Twenty-two-year-old Denali Brehmer pleaded guilty on Wednesday to murder in the first degree for charges stemming from the June 2, 2019, murder of 19-year-old Cynthia Hoffman near Thunderbird Falls in Chugiak.
Brehmer admitted the facts contained in the complaint initially filed in the case. The case was investigated by the Anchorage Police Department and the Federal Bureau of Investigation, with the assistance of multiple other State and federal law enforcement agencies.
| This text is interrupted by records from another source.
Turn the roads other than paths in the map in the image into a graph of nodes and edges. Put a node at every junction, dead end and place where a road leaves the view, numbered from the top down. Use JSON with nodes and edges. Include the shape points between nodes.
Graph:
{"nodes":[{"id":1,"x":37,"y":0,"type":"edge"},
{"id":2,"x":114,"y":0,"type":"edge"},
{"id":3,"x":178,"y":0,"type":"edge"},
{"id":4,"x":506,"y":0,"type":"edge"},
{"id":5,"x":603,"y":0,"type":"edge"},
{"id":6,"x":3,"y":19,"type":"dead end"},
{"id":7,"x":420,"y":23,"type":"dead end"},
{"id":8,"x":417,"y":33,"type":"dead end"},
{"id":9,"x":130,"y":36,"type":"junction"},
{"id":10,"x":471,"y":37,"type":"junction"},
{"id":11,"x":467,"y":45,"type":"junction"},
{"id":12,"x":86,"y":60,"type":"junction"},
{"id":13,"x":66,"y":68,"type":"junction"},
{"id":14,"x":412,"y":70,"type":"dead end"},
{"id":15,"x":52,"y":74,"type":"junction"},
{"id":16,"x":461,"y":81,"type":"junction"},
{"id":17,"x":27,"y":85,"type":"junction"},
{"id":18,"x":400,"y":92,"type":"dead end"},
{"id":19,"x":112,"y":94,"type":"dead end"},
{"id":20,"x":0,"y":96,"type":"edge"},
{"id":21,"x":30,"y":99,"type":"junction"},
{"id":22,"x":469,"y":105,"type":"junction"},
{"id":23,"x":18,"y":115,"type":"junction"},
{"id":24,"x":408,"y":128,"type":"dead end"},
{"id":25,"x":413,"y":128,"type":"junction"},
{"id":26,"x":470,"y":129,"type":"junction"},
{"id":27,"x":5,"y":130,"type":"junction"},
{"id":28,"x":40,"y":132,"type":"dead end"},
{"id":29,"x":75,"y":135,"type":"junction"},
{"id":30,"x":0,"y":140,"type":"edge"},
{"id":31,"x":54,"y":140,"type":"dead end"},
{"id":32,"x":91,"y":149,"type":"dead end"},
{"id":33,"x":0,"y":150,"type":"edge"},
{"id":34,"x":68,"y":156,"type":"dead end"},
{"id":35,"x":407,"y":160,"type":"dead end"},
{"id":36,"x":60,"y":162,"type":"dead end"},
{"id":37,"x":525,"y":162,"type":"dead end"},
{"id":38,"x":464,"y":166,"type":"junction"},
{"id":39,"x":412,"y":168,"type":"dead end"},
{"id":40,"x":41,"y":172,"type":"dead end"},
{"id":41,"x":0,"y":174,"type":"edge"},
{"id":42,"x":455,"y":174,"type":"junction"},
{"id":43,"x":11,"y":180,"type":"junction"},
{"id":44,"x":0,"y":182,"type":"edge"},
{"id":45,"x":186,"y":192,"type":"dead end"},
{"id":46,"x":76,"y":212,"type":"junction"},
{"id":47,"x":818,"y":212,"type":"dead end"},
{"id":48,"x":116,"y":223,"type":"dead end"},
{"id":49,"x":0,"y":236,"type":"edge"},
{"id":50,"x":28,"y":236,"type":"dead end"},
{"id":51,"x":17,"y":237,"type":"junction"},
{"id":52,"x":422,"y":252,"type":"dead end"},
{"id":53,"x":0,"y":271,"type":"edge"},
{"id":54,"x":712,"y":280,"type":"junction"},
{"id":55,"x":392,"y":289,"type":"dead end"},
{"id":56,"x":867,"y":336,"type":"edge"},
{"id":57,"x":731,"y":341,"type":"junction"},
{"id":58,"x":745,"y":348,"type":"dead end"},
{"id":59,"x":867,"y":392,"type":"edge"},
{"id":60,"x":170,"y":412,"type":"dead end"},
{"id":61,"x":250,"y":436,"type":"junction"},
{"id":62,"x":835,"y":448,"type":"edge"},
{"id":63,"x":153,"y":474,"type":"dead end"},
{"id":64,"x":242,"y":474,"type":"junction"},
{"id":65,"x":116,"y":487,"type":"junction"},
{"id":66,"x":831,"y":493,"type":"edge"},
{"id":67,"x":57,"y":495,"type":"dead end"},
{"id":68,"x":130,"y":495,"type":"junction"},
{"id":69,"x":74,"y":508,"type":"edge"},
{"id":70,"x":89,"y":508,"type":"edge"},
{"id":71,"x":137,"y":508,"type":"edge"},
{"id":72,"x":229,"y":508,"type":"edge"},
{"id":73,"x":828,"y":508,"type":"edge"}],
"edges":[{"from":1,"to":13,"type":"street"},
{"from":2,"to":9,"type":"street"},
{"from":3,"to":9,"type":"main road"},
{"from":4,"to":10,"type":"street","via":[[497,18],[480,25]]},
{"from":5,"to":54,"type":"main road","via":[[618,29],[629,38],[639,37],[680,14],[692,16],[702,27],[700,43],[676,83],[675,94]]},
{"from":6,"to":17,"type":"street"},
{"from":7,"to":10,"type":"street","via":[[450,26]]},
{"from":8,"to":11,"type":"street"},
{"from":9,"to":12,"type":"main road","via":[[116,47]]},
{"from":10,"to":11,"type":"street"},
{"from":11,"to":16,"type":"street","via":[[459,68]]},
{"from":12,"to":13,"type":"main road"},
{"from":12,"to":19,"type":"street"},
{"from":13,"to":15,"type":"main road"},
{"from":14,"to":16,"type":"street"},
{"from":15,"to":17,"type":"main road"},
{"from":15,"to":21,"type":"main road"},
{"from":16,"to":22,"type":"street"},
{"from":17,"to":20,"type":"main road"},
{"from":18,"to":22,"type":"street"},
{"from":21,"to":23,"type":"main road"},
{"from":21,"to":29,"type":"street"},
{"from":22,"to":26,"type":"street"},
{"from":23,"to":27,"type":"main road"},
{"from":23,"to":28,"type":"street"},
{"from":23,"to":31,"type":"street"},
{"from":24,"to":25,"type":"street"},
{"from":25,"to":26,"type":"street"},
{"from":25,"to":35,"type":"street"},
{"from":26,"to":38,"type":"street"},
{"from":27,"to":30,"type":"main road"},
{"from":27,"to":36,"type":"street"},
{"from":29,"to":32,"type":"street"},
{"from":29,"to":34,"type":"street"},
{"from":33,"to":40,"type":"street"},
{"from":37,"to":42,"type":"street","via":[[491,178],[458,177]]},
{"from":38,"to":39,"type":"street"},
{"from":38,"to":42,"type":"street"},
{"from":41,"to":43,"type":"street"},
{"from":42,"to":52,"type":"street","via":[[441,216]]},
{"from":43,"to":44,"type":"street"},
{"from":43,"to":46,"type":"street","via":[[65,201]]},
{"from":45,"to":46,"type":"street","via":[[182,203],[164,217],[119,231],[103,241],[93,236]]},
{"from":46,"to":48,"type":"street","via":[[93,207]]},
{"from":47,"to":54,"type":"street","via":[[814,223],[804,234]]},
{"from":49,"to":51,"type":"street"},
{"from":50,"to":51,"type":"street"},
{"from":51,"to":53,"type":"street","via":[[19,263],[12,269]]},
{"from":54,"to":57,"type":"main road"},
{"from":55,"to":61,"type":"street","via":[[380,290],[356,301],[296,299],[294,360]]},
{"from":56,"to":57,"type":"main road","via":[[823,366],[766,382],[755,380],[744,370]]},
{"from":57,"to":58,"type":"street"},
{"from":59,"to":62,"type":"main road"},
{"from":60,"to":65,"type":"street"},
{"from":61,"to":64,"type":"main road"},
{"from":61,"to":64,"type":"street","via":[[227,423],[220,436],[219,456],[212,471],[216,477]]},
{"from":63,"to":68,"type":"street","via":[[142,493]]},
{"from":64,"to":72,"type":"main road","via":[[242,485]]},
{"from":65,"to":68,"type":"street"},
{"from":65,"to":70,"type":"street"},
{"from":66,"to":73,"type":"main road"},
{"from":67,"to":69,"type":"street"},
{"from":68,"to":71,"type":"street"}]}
The murder of Hoffman involved a group of three young adults who were “catfished” by an Indiana man to commit the crime for money. Catfishing is a term relating to people who adopt false identities online to lure or trick people. In this case, the friends of Hoffman lured her to a remote place near Thunderbird Falls, tied her up, and executed her. They rolled her body into the Eklutna River.
Darin Schilmiller, the man allegedly behind the murder-for-hire scheme, has pleaded not guilty to charges against him, which included him posing online as a self-described millionaire named Tyler and offering Brehmer $9 million to “rape and murder someone in Alaska.”
He is housed at Goose Creek Correctional Center. Schilmiller has been in court numerous times since his arrest and extradition from Indiana, and has a trial-setting hearing on March 15. Kayden McIntosh, who was 16 at the time and accused of pulling the trigger, has a trial-setting hearing on that date, as does Caleb Leyland, who was 19 at the time, and who is accused of driving the get-away car.
During the investigation of Hoffman’s death, Anchorage police confiscated the cell phone of suspect Brehmer, who was then 18 and who police said was intimately involved in the death and disposal of “CeCe” Hoffman’s body.
In Brehmer’s phone, investigators found clues to the murder, and also found child pornography involving Denali sexually abusing two children, which federal investigators said she had done at the behest of Shilmiller.
There is no agreement between the parties regarding a specific term of imprisonment. Judge Peterson may sentence Brehmer to a term of imprisonment of no less than 30 years and no more than 99 years. Sentencing is scheduled to begin Aug. 22, in front of Judge Peterson in Anchorage and is anticipated to last three days.
The charges against Brehmer for conspiracy to commit murder in the first degree, solicitation of murder in the first degree, tampering with physical evidence and two charges of murder in the second degree were dismissed. It’s unclear why there are no state charges against Brehmer related to rape and child pornography.